For training efficiency, the paper measures whether GEMINI changes training time, wasted time, and checkpoint time. When training three large models, the paper finds that GEMINI doesn’t increase iteration time (time where the model is doing work before it must pause to communicate) while significantly reducing wasted time in the presence of machine failures. Checkpoint time also goes down when compared to existing checkpoint-based training solutions.
The paper also measures the effectiveness of traffic interleaving (specifically by tracking iteration time), comparing the Gemini approach against existing baselines and other approaches (e.g. the naive implementation without checkpoint partitioning) - the Gemini solution doesn’t result in out of memory issues while keeping the iteration time the same and being able to recover from failure.
Lastly, the research contains projections about Gemini’s ability to reduce wasted time if the system was applied to training a large language model - while the results of this projection seem promising, it seems like there is more work to gather the effectiveness of Gemini at scale.
Conclusion
Gemini is a system that could potentially dramatically reduce wasted time in training AI models - as models continue to grow and use more resources in a distributed setting, recovering from failure will become even more of a concern than it already is.
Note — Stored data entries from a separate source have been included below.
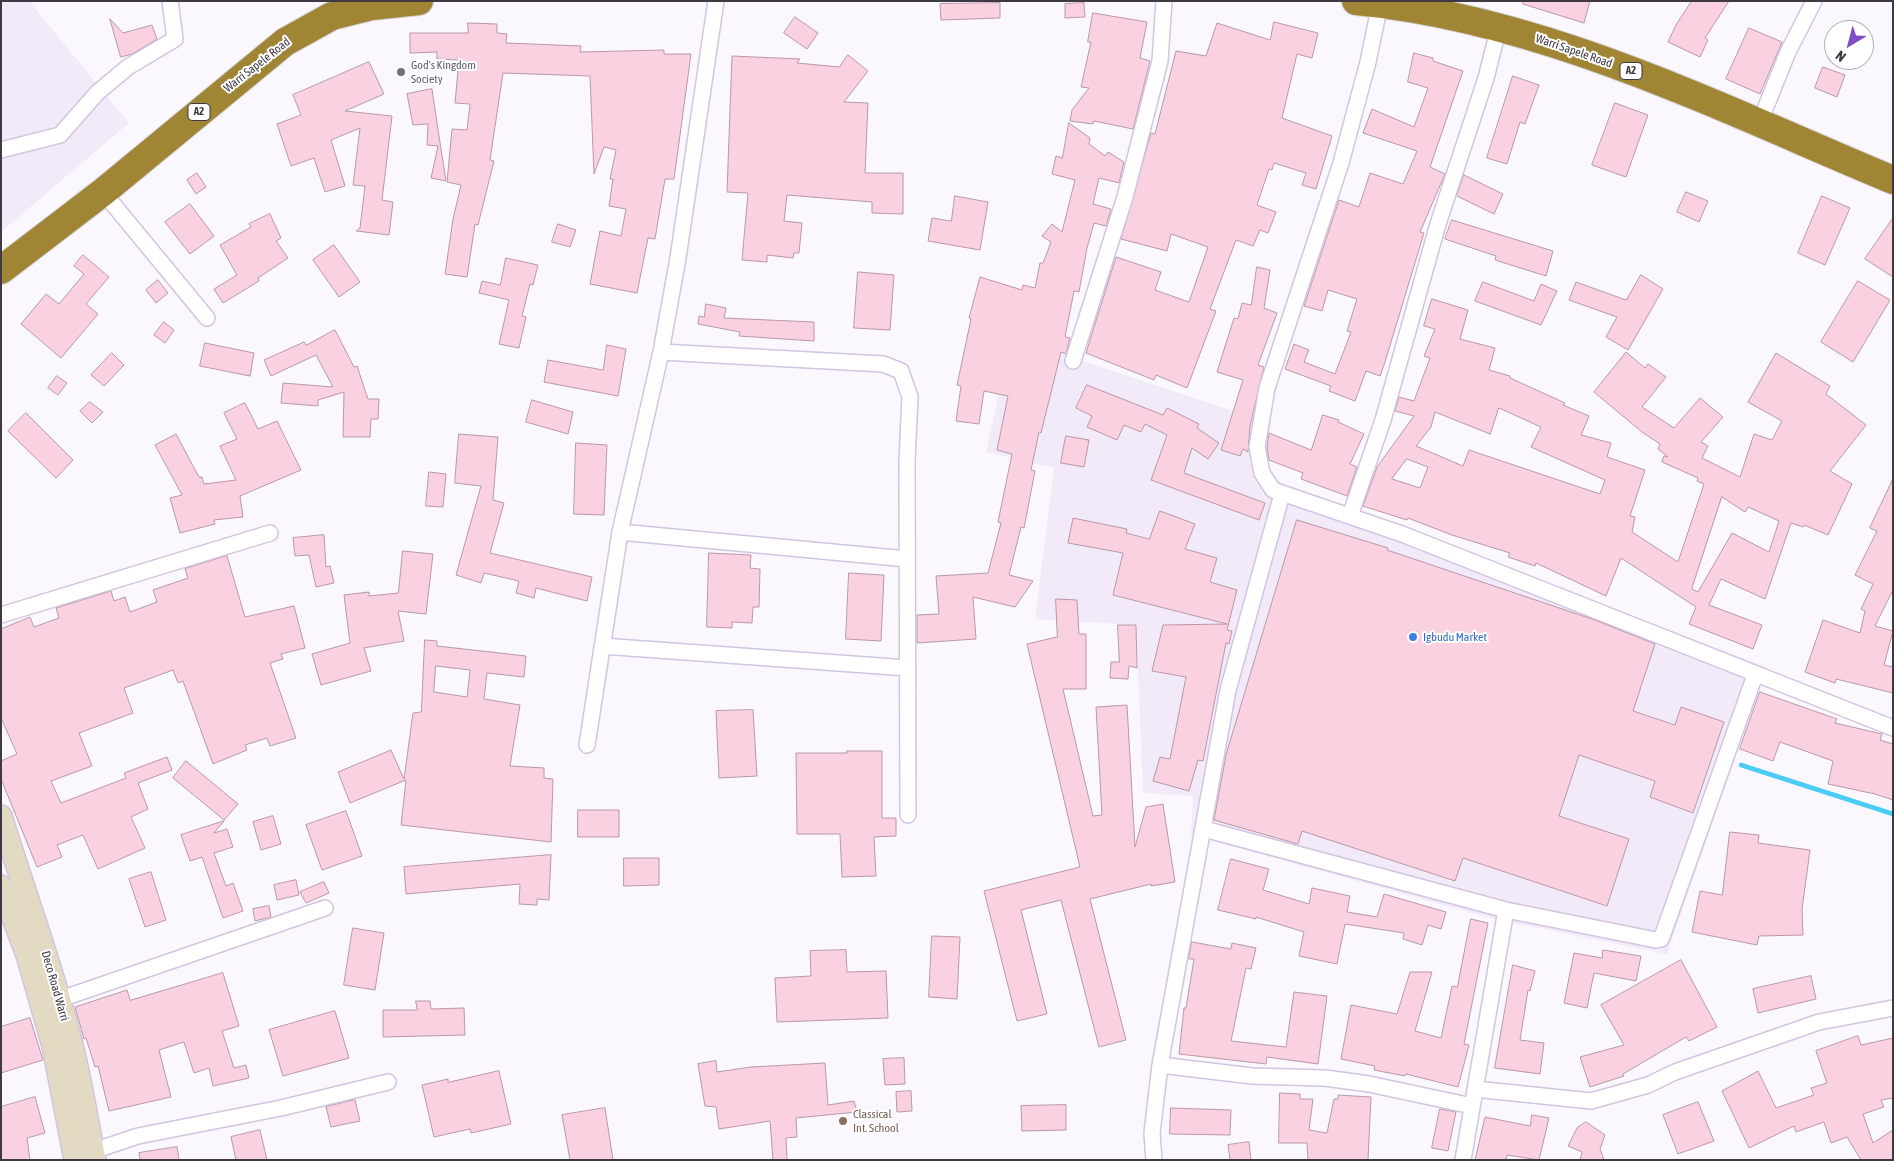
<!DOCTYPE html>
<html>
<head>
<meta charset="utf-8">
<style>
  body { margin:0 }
  #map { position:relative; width:1894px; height:1161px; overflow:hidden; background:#faf7fe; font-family:"Asap Condensed",sans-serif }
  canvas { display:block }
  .frame { position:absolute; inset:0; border:2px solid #3f3945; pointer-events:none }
  .north { position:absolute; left:1824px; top:20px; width:50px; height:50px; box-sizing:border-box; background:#fff; border:1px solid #b2b0b5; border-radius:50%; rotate:217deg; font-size:14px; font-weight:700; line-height:20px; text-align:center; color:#3f3945 }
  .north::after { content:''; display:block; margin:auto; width:18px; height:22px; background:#804dc5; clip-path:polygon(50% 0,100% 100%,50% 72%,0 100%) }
</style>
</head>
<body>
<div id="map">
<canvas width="1894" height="1161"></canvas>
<div class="frame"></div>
<div class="north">N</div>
</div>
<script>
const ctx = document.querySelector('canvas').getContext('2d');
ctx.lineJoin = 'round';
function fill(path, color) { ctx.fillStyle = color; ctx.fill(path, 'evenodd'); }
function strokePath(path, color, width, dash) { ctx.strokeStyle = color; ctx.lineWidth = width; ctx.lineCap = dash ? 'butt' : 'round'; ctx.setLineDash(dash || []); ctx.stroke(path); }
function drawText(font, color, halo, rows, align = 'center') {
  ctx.font = font + ' "Asap Condensed",sans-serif'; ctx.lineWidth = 4; ctx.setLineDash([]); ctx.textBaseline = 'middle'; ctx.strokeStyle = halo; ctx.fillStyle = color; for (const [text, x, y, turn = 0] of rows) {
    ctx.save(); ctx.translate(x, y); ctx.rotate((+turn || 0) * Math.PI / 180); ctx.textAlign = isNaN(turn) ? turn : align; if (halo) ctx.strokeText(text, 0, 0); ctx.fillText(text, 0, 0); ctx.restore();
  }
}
fill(new Path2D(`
  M1,1H29L129,123L1,232Z
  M1011,337L1272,424L1261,456L1278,481L1767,667L1667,954L1498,920L1191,835L1193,796L1143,793L1136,625L1035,619L1054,468L986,452Z`), '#f2eaf9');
strokePath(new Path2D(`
  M1741,765L1893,814`), '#4accf4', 4.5);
const building = new Path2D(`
  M1524,1H1590L1584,23L1523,4Z
  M1692,1H1729L1705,38L1708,40L1700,57L1668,42L1676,25Z
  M1000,3V18L941,20L940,4Z
  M1084,3L1085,17L1065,18V4Z
  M1093,13L1147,22L1140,58L1150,61L1133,129L1094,121L1093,124L1070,121L1072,110L1089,88L1081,87L1091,42H1088Z
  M795,17L818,33L807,49L784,33Z
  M110,19L123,33L152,25L157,39L132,54L121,57Z
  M1274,22L1318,33L1312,58L1297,54L1282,118L1332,136L1316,189L1302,185L1306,173L1274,163L1272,170L1269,169L1257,205L1276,212L1268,233L1260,230L1253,246L1236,240L1210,309L1216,311L1187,388L1156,375L1154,380L1086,353L1116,257L1161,272L1155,290L1189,302L1208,247L1171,234L1167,251L1121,239L1151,133L1155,134L1176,51L1206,56L1217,23L1270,40Z
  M468,23L497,24V33L507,34L506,43L581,46L580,52L664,50V54H691L674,179H665L655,239L648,238L637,293L590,284L600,231L621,236L626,209L609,206L613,179H610L616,150L604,147L594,174L590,76L503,73L490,160L494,161L478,225L475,224L467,277L445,274L453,219L461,185L447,182L452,129L467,130L470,104L455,103L459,60L437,59V52L410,53V33H468Z
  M1749,28L1782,42L1760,94L1726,79Z
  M1414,53L1433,58V61L1463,71L1430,167L1445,174L1420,232L1424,233L1385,362L1380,376L1366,371L1355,401L1329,391L1331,386L1285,369L1294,344L1309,350L1304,362L1335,374L1351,332L1347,331L1357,299L1328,290L1322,311L1304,306L1339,200L1359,207L1370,173L1403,184L1417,151L1363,133L1372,109L1414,127L1428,88L1408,82Z
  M848,55L868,71L844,102L868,103L865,173H903V214L872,213V202L787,195L784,221L802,223L799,253H794L793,258L767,255V262L742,260L748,193L727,192L732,56L800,59L797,63L839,67Z
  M369,62L384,94L345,111L392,116L382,200L393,202L389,235L356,231L360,228L365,186L353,185L360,128L331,140L345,186L325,192L314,158L291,166L277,124L301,115L293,95Z
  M1823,67L1845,75L1837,97L1815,88Z
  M1513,76L1539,85L1525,124L1520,122L1507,164L1487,158Z
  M432,89L437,123L446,181L431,178L438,146L427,145L428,124L413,125L407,94Z
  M1615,103L1648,115L1626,177L1592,165Z
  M1069,123L1090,138L1089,144L1105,156L1108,152L1124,162L1119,183L1099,178L1093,204L1111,209L1106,226L1094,223L1087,248L1079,292L1074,291L1065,337L1070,338L1066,354L1061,352L1041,433L1039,432L1031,470L1035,471L1024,528L1021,527L1009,575L1033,581L1015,607L973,597L976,639L917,643V615L939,614L936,576L988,573L1001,523L998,522L1012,454L997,450L1008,396L984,391L979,424L956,421L961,386L957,385L971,319L969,318L980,277L1022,290L1023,285L1035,288L1040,263H1043L1051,242L1042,236L1052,224L1062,232L1075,180L1052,174L1056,156L1062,158Z
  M197,173L206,187L196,194L187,180Z
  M1464,175L1503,194L1494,214L1457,196Z
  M1686,192L1708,201L1699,222L1677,212Z
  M955,196L988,202L980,250L928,241L932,218L951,221Z
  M1822,196L1850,208L1825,265L1798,253Z
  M190,204L214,236L190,254L165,222Z
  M270,214L281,238L276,241L288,258L258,278L259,281L223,303L214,289L237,275L220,245L251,227L249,224Z
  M1893,218V277L1865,259Z
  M1452,220L1553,251L1546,276L1495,260L1496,256L1445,239Z
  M558,224L576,230L570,247L552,242Z
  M334,245L360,282L339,297L313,260Z
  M83,255L109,277L86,304L98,314L61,358L21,324L46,294L59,304L84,274L74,266Z
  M506,258L538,265L533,285L530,284L522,316L526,317L519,348L499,344L509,300L479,293L482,281L500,285Z
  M1257,267L1270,270L1264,308L1277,313L1258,365L1264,367L1250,426L1248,452L1243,449L1240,456L1221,450L1243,380L1217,372L1234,318L1238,319L1242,303L1251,305Z
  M858,272L894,275L890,330L854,328Z
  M1641,275L1663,289L1628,350L1606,337L1617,317L1569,300L1576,282L1626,300Z
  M158,280L168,293L156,303L146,290Z
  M1858,281L1890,300L1853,362L1821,342Z
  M1483,282L1534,301L1541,284L1557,291L1541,325L1475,301Z
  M1432,299L1468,310L1460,339L1495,348L1489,370L1510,376V378L1565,403L1563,405L1589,416L1581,435L1611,443L1607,457L1645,470L1630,516L1635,517L1632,532L1678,562L1704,484L1697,481L1698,478L1662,462L1664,456L1668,457L1658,449L1660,444L1642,432L1594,392L1626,352L1645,368L1648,364L1666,377L1642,407L1674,428L1700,398L1723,417L1701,442L1708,446L1702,458L1740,477L1754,434L1772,440L1782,421L1748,402L1776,353L1830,386L1826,394L1866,425L1830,471L1852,484L1828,535L1804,525L1803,527L1791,523L1765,599L1721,579L1709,605L1762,625L1753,649L1689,624L1696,607L1621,558L1606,596L1536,563L1535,566L1508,557L1510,553L1452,535L1408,518L1407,520L1363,506L1377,467L1414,416L1395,411L1399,397L1414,401L1430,358L1424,356L1435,329L1424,326ZM1499,408L1541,427L1531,447L1605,480L1600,494L1469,450L1463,466L1416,446L1431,427L1435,412L1490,434ZM1407,459L1428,467L1420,488L1392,479ZM1722,497L1745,512L1748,507L1779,521L1769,552L1732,533L1698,592L1692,589Z
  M706,304L726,308L724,318L814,322V341L739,336L740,332L698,324L699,316L704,317Z
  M164,322L174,330L165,343L154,335Z
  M335,330L354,367L357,366L368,399H379L378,419H371L370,437H343L344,392L318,400V406L281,403L283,383L333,387L316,355L271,376L264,360L304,342L306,345Z
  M205,343L254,353L250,376L200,366Z
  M607,345L626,349L618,396L544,382L548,360L603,370Z
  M112,353L124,365L104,386L91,375Z
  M57,376L67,383L58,395L48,388Z
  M1087,385L1163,415L1167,408L1199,424L1197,428L1219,443L1208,459L1192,448L1184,473L1265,503L1259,520L1151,480L1167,435L1145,424L1141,432L1124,425L1117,440L1087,427L1092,416L1076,408Z
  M532,400L573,412L568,434L526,422Z
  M90,402L103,412L92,423L80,411Z
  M245,403L258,429L277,421L301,470L240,496L243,517L214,520L215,524L180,533L170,498L182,495L155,445L176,434L199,477H202L204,484L236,480L220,446L237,439L224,413Z
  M26,413L73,460L56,478L8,431Z
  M1323,415L1339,420L1338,422L1364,434L1350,464L1357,467L1347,496L1301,479L1303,473L1269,460L1267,447L1269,433L1311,450Z
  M459,434L498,437L493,500L504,503L490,553L592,577L587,601L536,588L534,598L516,593L519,581L484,573L481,583L456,575L481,486L455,483Z
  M1066,436L1089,440L1084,467L1061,463Z
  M576,443L607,445L604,515L574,514Z
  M429,472L446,474L443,507L426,506Z
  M1893,479V590L1875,626L1893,631L1884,665L1893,667V693L1836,679L1835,683L1805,672L1823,620L1860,633L1865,611L1861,609L1873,584L1855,575L1877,531L1870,528Z
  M1160,511L1195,524L1185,549L1217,558L1210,582L1237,590L1227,630L1232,631L1229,644L1226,643L1203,761L1198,760L1189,791L1153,781L1160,757L1170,759L1186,677L1152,671L1163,625L1227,624L1113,595L1123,553L1068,543L1073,518L1127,529L1126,533L1149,539Z
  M1297,520L1388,548L1387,550L1592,619L1655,644L1633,711L1675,725L1681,707L1724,722L1693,813L1650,797L1655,781L1579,755L1559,816L1629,839L1607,906L1463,858L1455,881L1302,831L1298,844L1214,820L1226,755Z
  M324,535L326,567L330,566L334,583L316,587L309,555L295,556L293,538Z
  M403,551L433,554L426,614L398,611L404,641L364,648L371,671L321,685L312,654L350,643L344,595L369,592V596L398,593Z
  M709,553L751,555L750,568L760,569L759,607H753L752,623L732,622V628L707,627Z
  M227,556L245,617L294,606L305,648L281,654L283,659L270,663L296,738L270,746L267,738L245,745L247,750L213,764L183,681L178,683L173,670L124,688L133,713L79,733L92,766L51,781L61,803L126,778L124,773L167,757L172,770L138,783L148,809L131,817L145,848L98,869L83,835L57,845L62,857L37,867L1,779V761L17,754L1,718V629L30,617L34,627L59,618L56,608L111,591L114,601L125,597L130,612L157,602L153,590L188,578L185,569Z
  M849,573L884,575L881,641L846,639Z
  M1056,599L1077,600L1079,634H1086V689H1063L1093,816L1102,815L1096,707L1127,705L1135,847L1146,807L1163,804L1175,882L1151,886V884L1090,899L1126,1040L1099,1047L1061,900L1021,910L1047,1014L1017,1021L984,891L1080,867L1027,644L1057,637Z
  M1118,625H1136L1137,668L1129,666L1128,679L1110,678L1111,662H1119Z
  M425,640L437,641V646L526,656L524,677L487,673L484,699L520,705L510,766L544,768V778L553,779L551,842L401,825L406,780L350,803L338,772L391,750L404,779L413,713L421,712ZM436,666L470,670L467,697L434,692Z
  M1760,692L1837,719L1835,723L1882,734L1880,740L1893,744V800L1875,794L1828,784L1833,761L1780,742L1773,761L1740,749Z
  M753,710L757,776L719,778L716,711Z
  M847,751H882V818H896V836L874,837L876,876L842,877L840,834H797L796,753H847Z
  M186,761L238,804L224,820L173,778Z
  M578,810H619V837H578Z
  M346,811L362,856L322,870L306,825Z
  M273,816L281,844L261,850L253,822Z
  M224,821L214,833L227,829L233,847L214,853L226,886L233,883L243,911L223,918L202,857L190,861L181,835Z
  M1730,832L1759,835L1758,843L1810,850L1802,909L1803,935L1759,936L1757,945L1692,932L1700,891L1722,895Z
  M551,855L549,900L537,899V905L519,904L520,884L406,894L404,867Z
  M624,858H659V885L624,886Z
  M1231,859L1269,869L1263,890L1309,904L1312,888L1350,896L1347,912L1377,917L1384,894L1446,912L1441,929L1428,925L1422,945L1403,939L1404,933L1345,924L1337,964L1299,956L1304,932L1256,917V919L1218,910Z
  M151,872L166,920L145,927L129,879Z
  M296,880L299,895L277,900L274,885Z
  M324,882L329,893L306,903L300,892Z
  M269,906L271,917L255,921L253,909Z
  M1471,919L1488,923L1464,1044L1469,1045L1458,1087L1406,1074L1405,1076L1374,1070L1375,1066L1341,1059L1351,1005L1397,1014L1410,972H1432L1415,1031L1441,1038L1452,986L1457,987Z
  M353,928L384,933L375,990L344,985Z
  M932,936L960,937L957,999L929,997Z
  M1192,942L1231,949L1232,943L1256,948L1251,969L1246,968L1231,1041L1286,1047L1294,992L1327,996L1318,1064L1267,1057L1266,1064L1179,1054L1184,1008H1186L1194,959H1189Z
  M846,950L847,972L886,971L888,1018L777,1022L775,978L811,976L810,951Z
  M1603,950L1641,956L1636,981L1594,973L1587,1008L1564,1003L1574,953L1602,958Z
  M1681,960L1717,1027L1689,1041L1686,1037L1623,1074L1624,1076L1590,1087L1580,1057L1624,1045L1601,1005Z
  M1513,965L1535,971L1530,991L1528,990L1520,1040L1544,1043L1540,1074L1495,1068Z
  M223,973L239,1026L222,1031L234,1068L246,1065L249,1078L213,1086L209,1068L194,1073L184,1042L159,1050L171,1097L109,1111L98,1066L95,1067L86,1038L84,1039L75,1007L127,990L130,1000Z
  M1811,976L1816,999L1758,1013L1753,989Z
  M416,1001H430L431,1009L464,1008L465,1035L383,1037V1010H417Z
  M335,1011L349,1058L283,1076L269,1030Z
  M30,1018L43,1060L1,1073V1027Z
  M1858,1036L1861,1045L1893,1038V1098L1881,1100L1884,1107L1863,1114L1873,1143L1893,1130V1160H1861L1847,1137L1831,1143L1824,1122L1796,1132L1794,1126L1749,1148L1722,1091L1758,1071L1776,1108L1814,1095L1811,1088L1827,1083L1816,1051Z
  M904,1058L905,1084L885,1085L883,1059Z
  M716,1061L717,1072L751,1067L825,1063L828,1105L854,1101L857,1112L796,1118L797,1137L786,1138L787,1160H773L770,1121L719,1129L716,1107L705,1106L698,1064Z
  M499,1071L511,1124L471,1133L470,1129L434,1137L422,1085L448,1079V1082Z
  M911,1091L912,1111L897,1112L896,1092Z
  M1280,1093L1300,1094V1099H1313L1309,1130L1327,1133L1334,1099H1338V1095L1371,1097L1368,1160H1308L1307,1143H1279Z
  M35,1097L45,1133L27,1138L30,1160H1V1107Z
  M355,1100L360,1121L331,1127L326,1107Z
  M1698,1102L1714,1141L1678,1154L1663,1115Z
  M1066,1105V1130L1022,1131L1021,1106Z
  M605,1108L613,1160H570L562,1115Z
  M1171,1108L1231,1110L1230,1135L1170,1134Z
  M1440,1109L1456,1112L1448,1151L1432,1148Z
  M1532,1115L1549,1118L1539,1160L1507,1155L1506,1160H1475L1485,1117L1530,1126Z
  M1586,1122L1605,1135L1600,1149L1604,1160H1580L1582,1152L1568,1146L1577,1128Z
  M260,1130L267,1160H236L231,1137Z
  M1249,1142L1251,1160H1230L1228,1145Z
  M177,1147L179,1160H140L139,1153Z`);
fill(building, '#f9d1e1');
strokePath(building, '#ba98a6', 1);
const street = new Path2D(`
  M1380,4L1368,62L1341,163L1267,388L1257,447L1262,473L1273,490L1402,534L1893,728
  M1759,124L1788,52L1814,1
  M1,150L60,135L97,93L128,67L175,39L170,1
  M103,192L207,318
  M661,352L883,364L901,371L910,397L907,461L908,815
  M1073,361L1125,197L1160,61L1164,1
  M1350,516L1383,420L1438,224L1486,78L1499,27
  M620,532L907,559
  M1,615L270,533
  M602,646L908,668
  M587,745L620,532L661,352L678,258L716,1
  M1204,829L1506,910L1656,940L1661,939L1663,934L1755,675
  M52,1002L325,908
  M1160,1065L1252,1076L1325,1078L1369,1084L1472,1106
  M1475,1089L1591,1101L1648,1085L1675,1072L1819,1022L1893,1008
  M93,1151L138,1136L281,1108L388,1082
  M1154,1160L1152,1133L1160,1065L1228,690L1282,494
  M1463,1160L1506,910`);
const secondary = new Path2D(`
  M1,816C24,891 52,965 71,1041C81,1080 87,1120 95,1160
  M1,886L27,955L53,1046L75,1160`);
const highway = new Path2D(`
  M1356,1C1545,19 1720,108 1893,180
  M1,270L103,192L285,42L332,16L372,6L419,1`);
strokePath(street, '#d3c4e2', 18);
strokePath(secondary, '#d3c4e2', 24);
strokePath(highway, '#d5d3d6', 30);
strokePath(street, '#fff', 15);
strokePath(secondary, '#e2dac2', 21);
strokePath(highway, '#9f8534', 28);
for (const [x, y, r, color] of [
  [401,72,5,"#6b7280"],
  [1413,637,5,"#3f7fe0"],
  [843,1121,5,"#8d6e63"]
]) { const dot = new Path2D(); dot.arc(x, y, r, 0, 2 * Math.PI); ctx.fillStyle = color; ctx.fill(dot); strokePath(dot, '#fff', 2); }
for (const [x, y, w] of [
  [1631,71,22],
  [199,112,22]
]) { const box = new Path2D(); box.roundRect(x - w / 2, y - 8.5, w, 17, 4); ctx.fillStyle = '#fff'; ctx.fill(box); strokePath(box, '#3f3945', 1); }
drawText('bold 11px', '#3f3945', null, [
  ["A2",1631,71],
  ["A2",199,112]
]);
drawText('12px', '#3f3945', '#fff', [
  ["Warri Sapele Road",1574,51,19],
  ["Warri Sapele Road",257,65,-38],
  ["Deco Road Warri",55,986,74]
]);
drawText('12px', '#5b616d', '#fff', [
  ["God's Kingdom",411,65],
  ["Society",411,79]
], 'left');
drawText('12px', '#366cbe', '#fff', [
  ["Igbudu Market",1423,637]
], 'left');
drawText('12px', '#785e54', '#fff', [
  ["Classical",853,1114],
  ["Int. School",853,1128]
], 'left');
</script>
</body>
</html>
One of my main takeaways from the Gemini paper is around the application of systems ideas to AI models and their training. For example, Gemini takes advantage of common patterns like reliance on a distributed key-value store, leader election, and a multi-tier memory system. The idea that adopting well-known patterns could lead to dramatic performance and reliability improvements in this new type of serving system is quite exciting - it means there is a lot of low hanging fruit!
I’m looking forward to further developments in this space, and hope to see a followup paper from the authors soon with more data on training a model at scale (or alternatively a reference to using Gemini-like techniques from other organizations).